++++ Input ++++

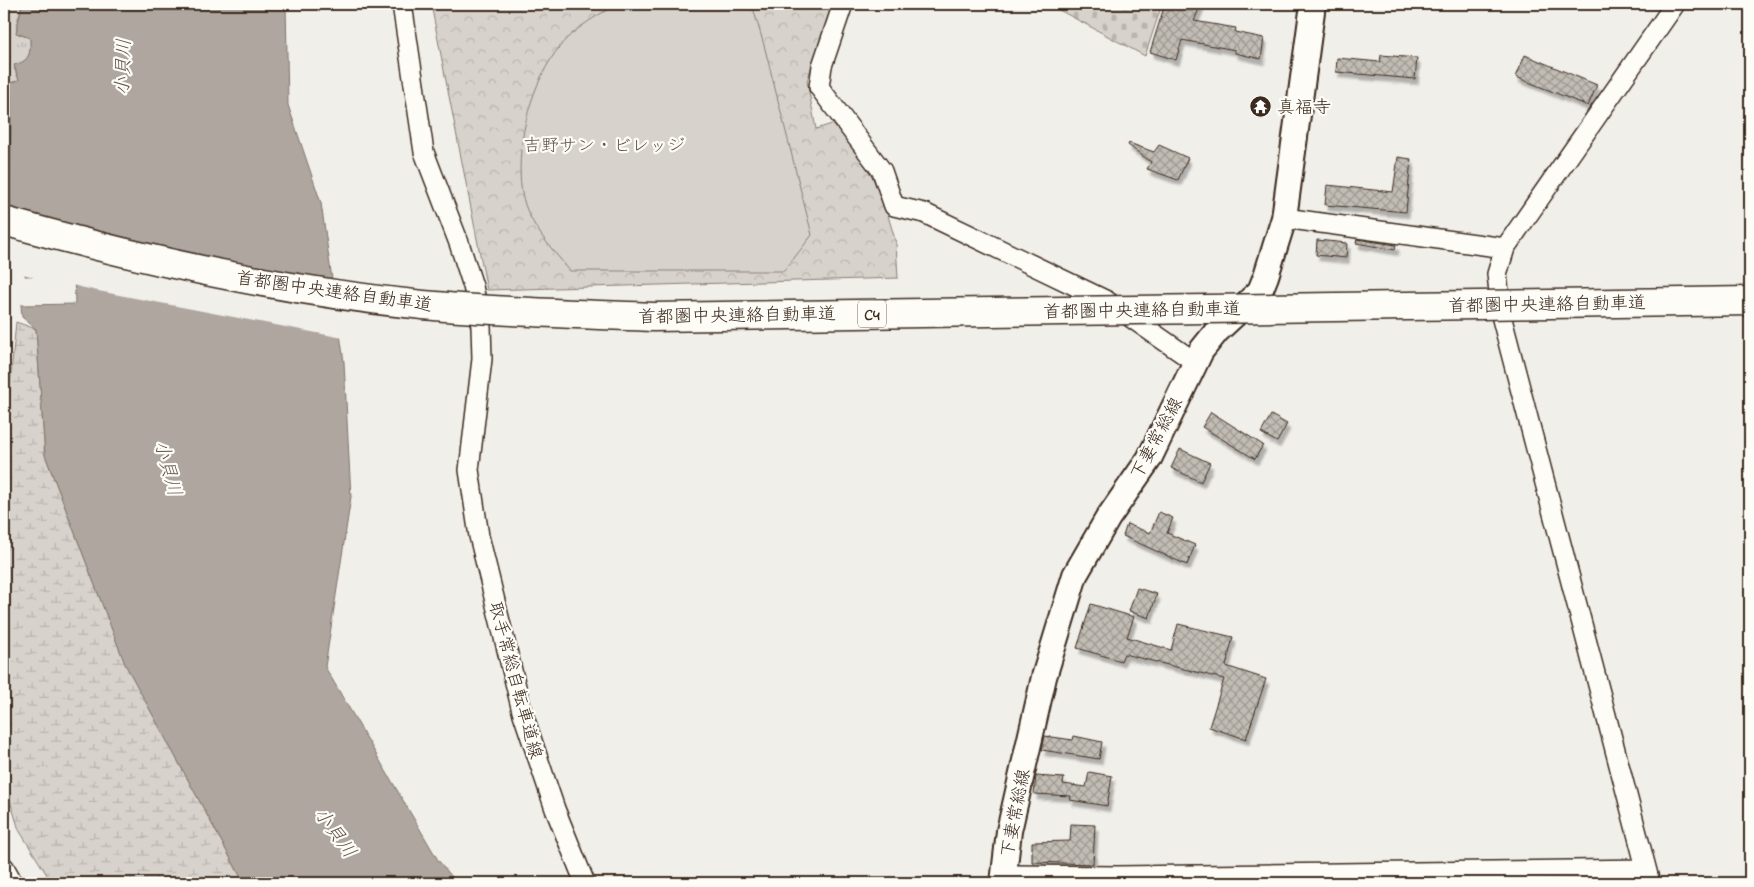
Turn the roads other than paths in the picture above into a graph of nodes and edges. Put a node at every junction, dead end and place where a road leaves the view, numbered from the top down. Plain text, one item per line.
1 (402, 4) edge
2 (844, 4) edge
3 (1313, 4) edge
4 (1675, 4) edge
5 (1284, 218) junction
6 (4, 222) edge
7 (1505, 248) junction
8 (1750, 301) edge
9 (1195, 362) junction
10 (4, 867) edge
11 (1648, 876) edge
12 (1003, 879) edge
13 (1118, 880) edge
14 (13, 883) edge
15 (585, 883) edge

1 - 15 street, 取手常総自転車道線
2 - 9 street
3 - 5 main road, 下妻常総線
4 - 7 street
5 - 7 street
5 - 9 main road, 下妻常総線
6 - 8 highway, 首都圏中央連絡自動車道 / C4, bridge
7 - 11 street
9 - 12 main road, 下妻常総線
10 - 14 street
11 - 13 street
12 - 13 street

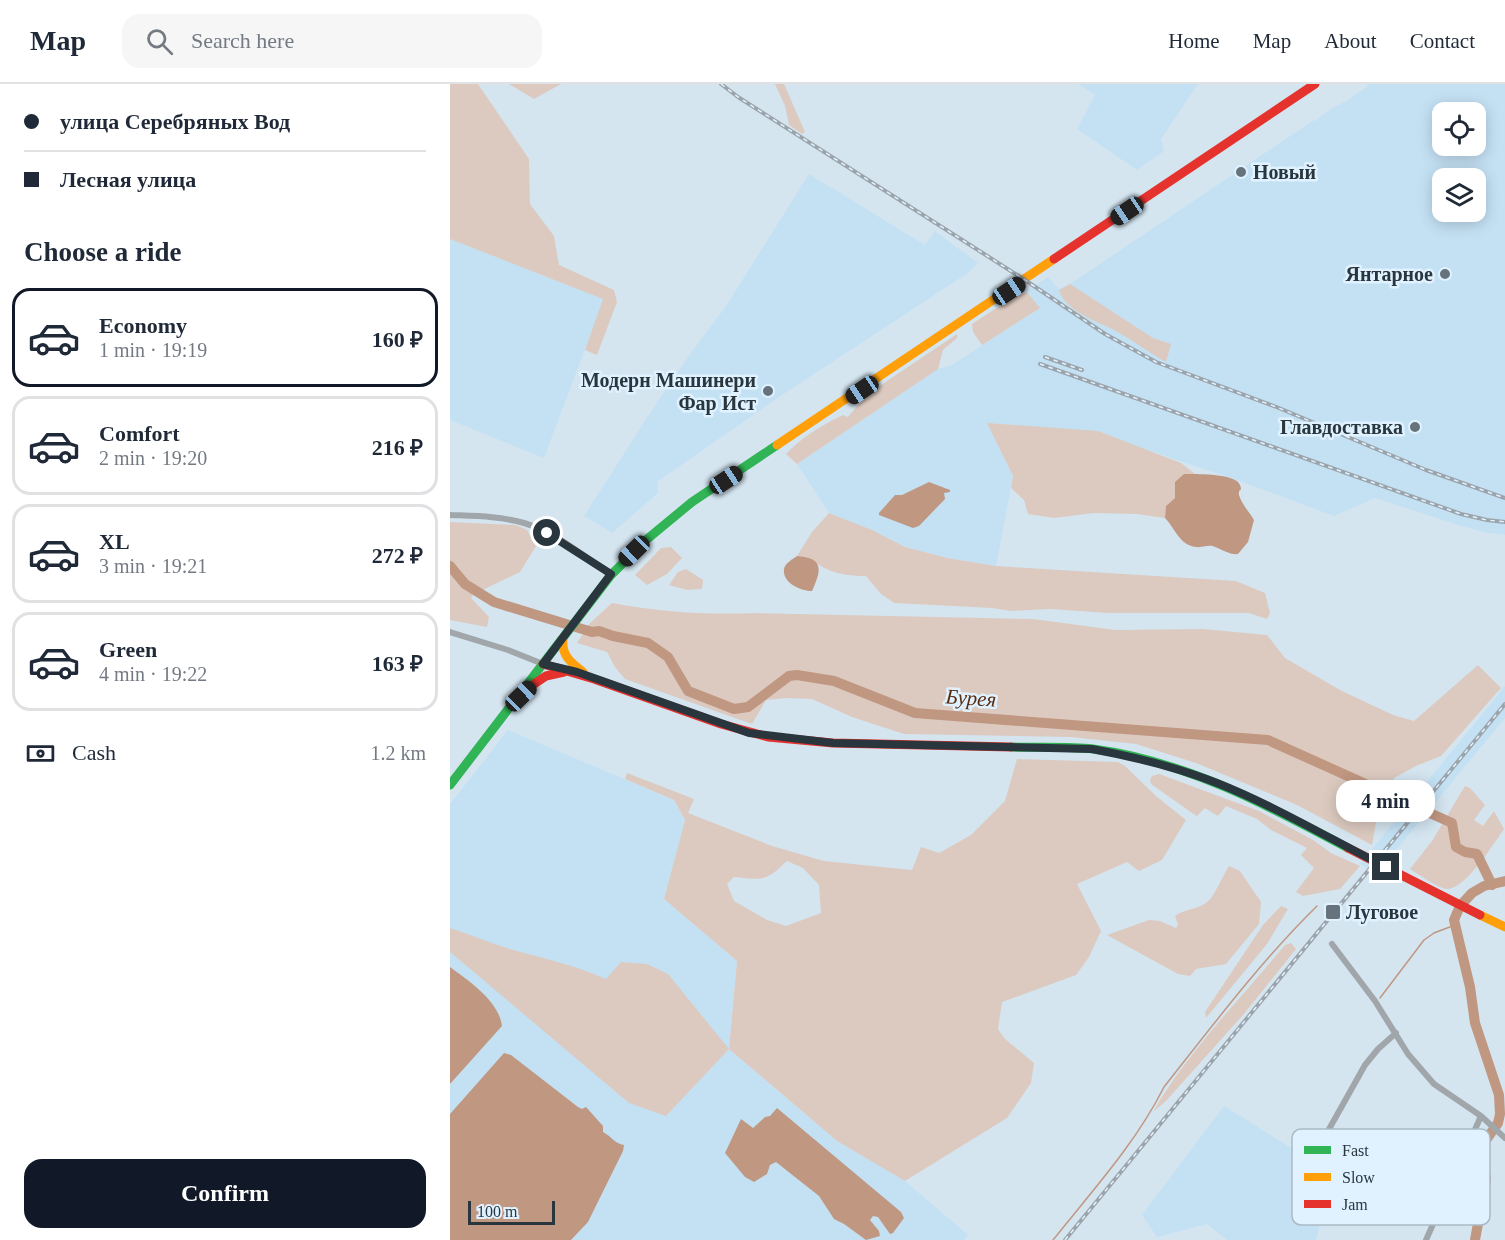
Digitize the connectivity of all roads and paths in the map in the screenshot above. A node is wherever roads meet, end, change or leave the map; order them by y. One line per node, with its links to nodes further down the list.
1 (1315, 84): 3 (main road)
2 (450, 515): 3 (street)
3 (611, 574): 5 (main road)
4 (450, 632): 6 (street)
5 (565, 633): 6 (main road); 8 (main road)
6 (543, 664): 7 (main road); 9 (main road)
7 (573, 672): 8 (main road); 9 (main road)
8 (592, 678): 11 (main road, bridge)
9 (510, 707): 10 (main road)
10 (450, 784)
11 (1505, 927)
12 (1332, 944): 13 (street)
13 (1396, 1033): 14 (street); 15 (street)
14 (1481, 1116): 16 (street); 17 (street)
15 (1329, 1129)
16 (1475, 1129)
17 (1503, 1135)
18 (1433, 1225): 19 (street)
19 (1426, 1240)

++++

Activity → Please, without any pictures, print each entry exactly.

Output for this task →
Turn the roads other than paths in the picture above into a graph of nodes and edges. Put a node at every junction, dead end and place where a road leaves the view, numbered from the top down. Plain text, one item per line.
1 (402, 4) edge
2 (844, 4) edge
3 (1313, 4) edge
4 (1675, 4) edge
5 (1284, 218) junction
6 (4, 222) edge
7 (1505, 248) junction
8 (1750, 301) edge
9 (1195, 362) junction
10 (4, 867) edge
11 (1648, 876) edge
12 (1003, 879) edge
13 (1118, 880) edge
14 (13, 883) edge
15 (585, 883) edge

1 - 15 street, 取手常総自転車道線
2 - 9 street
3 - 5 main road, 下妻常総線
4 - 7 street
5 - 7 street
5 - 9 main road, 下妻常総線
6 - 8 highway, 首都圏中央連絡自動車道 / C4, bridge
7 - 11 street
9 - 12 main road, 下妻常総線
10 - 14 street
11 - 13 street
12 - 13 street

Digitize the connectivity of all roads and paths in the map in the screenshot above. A node is wherever roads meet, end, change or leave the map; order them by y. One line per node, with its links to nodes further down the list.
1 (1315, 84): 3 (main road)
2 (450, 515): 3 (street)
3 (611, 574): 5 (main road)
4 (450, 632): 6 (street)
5 (565, 633): 6 (main road); 8 (main road)
6 (543, 664): 7 (main road); 9 (main road)
7 (573, 672): 8 (main road); 9 (main road)
8 (592, 678): 11 (main road, bridge)
9 (510, 707): 10 (main road)
10 (450, 784)
11 (1505, 927)
12 (1332, 944): 13 (street)
13 (1396, 1033): 14 (street); 15 (street)
14 (1481, 1116): 16 (street); 17 (street)
15 (1329, 1129)
16 (1475, 1129)
17 (1503, 1135)
18 (1433, 1225): 19 (street)
19 (1426, 1240)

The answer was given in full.